El emblemático trabajo de “Campana” y Orlando Barquín

Aquellos pibes de los campitos y los babies de San Antonio

Carlos González fue un verdadero descubridor de jugadores. El club Copacabana se hizo famoso en tiempos ahora nostálgicos para los santafesinos.

Tomás Rodríguez (Especial para El Litoral)

Hace más de medio siglo, Carlos González, alias “Campana”, fue un maestro en la enseñanza y conocimientos del juego de fútbol y de la vida, ya que orientaba a los pibes de los barrios humildes, los más vulnerables; desde el mismo momento en que tomaba contacto con ellos y sus familias, mostraba su preocupación para que concurrieran a la escuela y hasta ayudaba en la alimentación a los más necesitados y postergados.

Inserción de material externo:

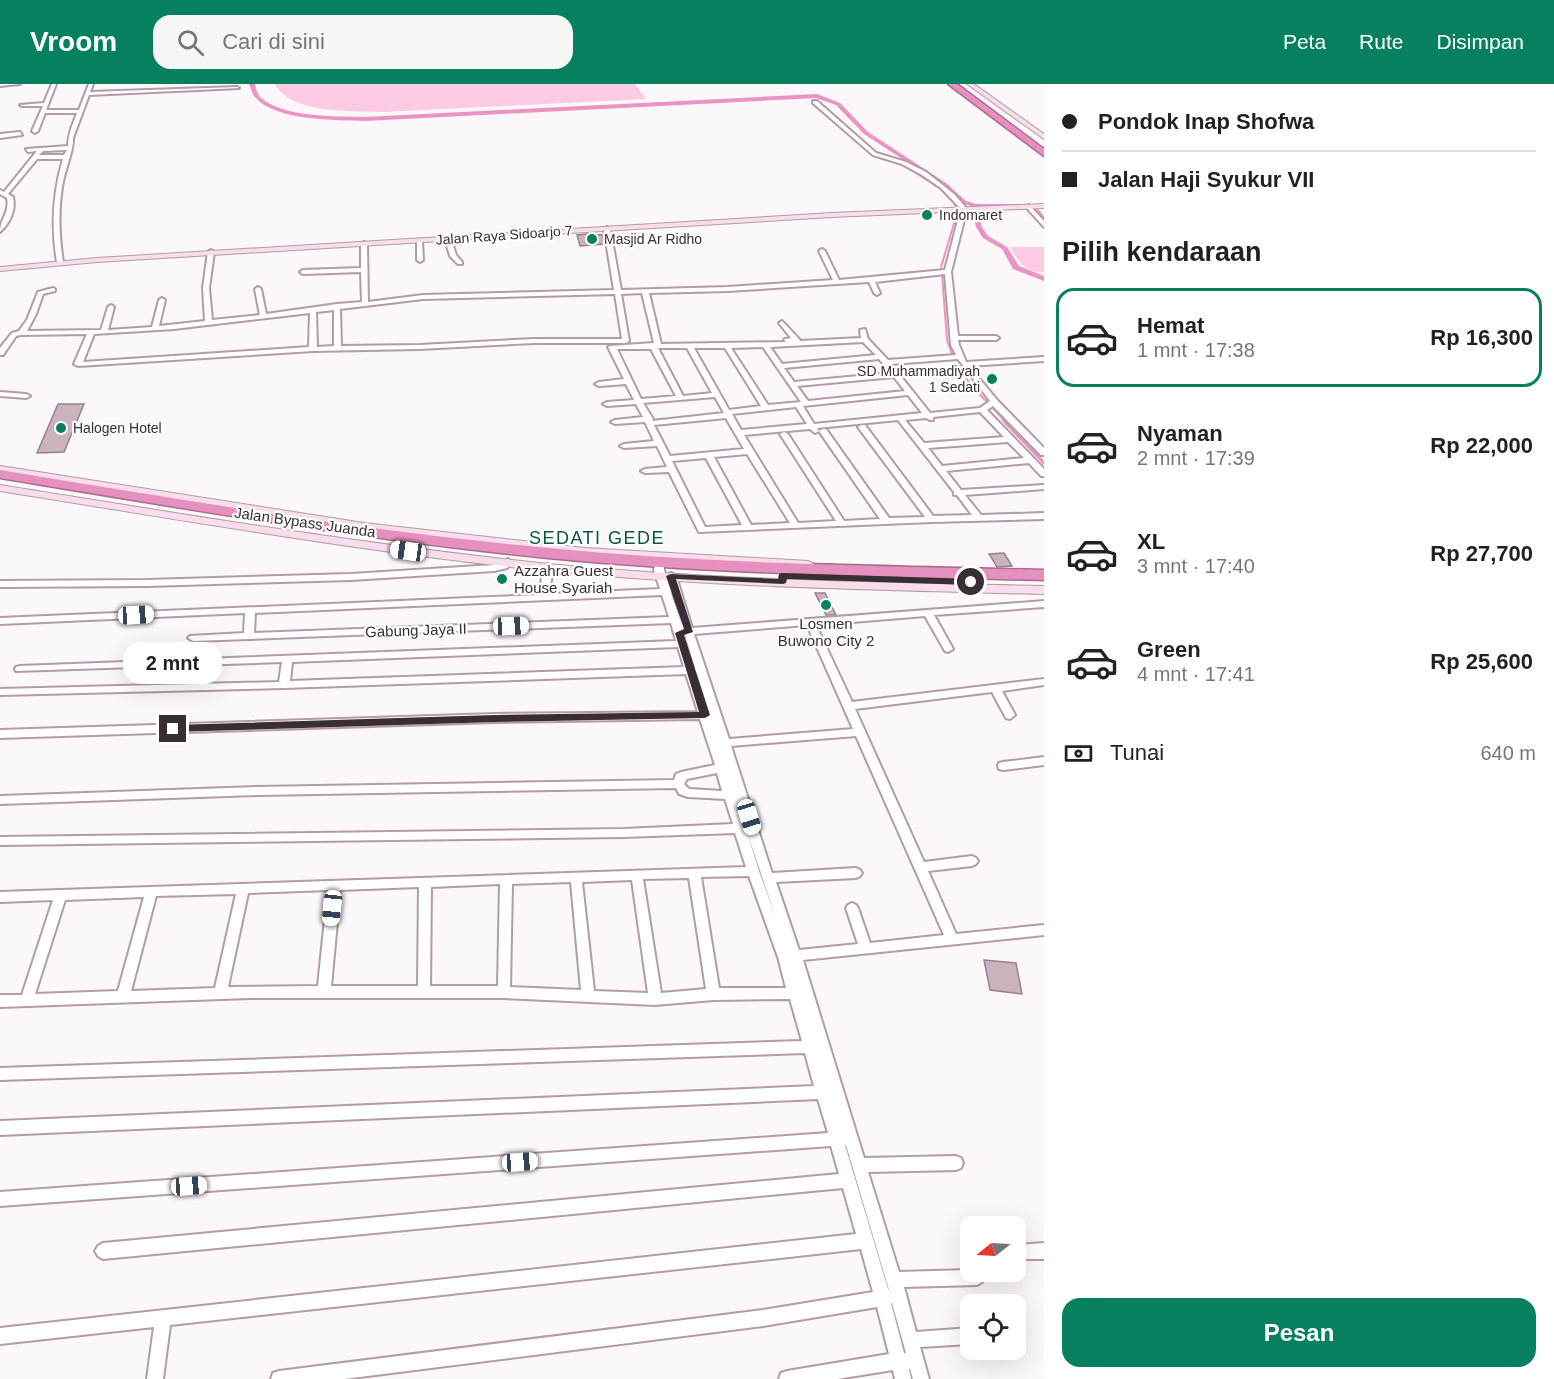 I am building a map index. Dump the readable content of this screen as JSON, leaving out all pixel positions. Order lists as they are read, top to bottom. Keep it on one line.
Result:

El club Copacabana tuvo su nacimiento en la pizzería homónima, ubicada en la intersección de las avenidas Gral. Estanislao López y Gobernador Rodolfo Freyre, con patio cervecero, a cargo de Horacio y Héctor Butto, con el apoyo de los hermanos Mario y Orlando Domingo “Cuto” Barquín, Dumbo, Corazza, el “Gordo” Gómez, etcétera.

Artistas populares

Frecuentaban el lugar, cuando estaban en Santa Fe, entre otros, el cantor de tango Tucho Pavón, natural del barrio La Lona y que vivía en Buenos Aires; Santos Gómez, el cuentista, narrador y payador de los barrios santafesinos y Mario Millán Medina, apodado “el Cantor Chamamecero”, vivía en una pensión en la misma cuadra (pero en la vereda este) donde también se alojaba la “Cocó”, la primera jubilada del país como Artista de Variedad...

Mario Millán Medina nació en Colonia El Porvenir, departamento Goya, el 25 de mayo de 1913, tenía 22 años cuando inició el derrotero de juglar recorriendo todo el Litoral Argentino. En cada paraje, en cada estancia, en cada fogón o bailanta de campo de “Ramada Guipe”, Millán Medina contaba, cantaba y narraba en el idioma de su gente.

En la Pizzería Copacabana el pueblo lo admiraba y reconocía al artista, quien actuaba en LT9 Radio Roca Soler (Avda. Rivadavia 2849, primer piso), por sus composiciones: “El Rancho de la Cambicha”, “El Sargento Sapo”, “Caraícho”, Mi Ponchillo Colorado”, “La Guampada”, “El Recluta”, “La Familia del Taitá”, “El Arquetipo”, “El Burro”, etc.

Colores de la malla

En un principio, el equipo de Copacabana utilizaba la camisa con botones similar a la de Quilmes A. C. (supuestamente, por un compromiso con la firma cervecera), sin embargo, más tarde se dispuso que la casaca sea de color blanco con bastones verticales azul-celestes.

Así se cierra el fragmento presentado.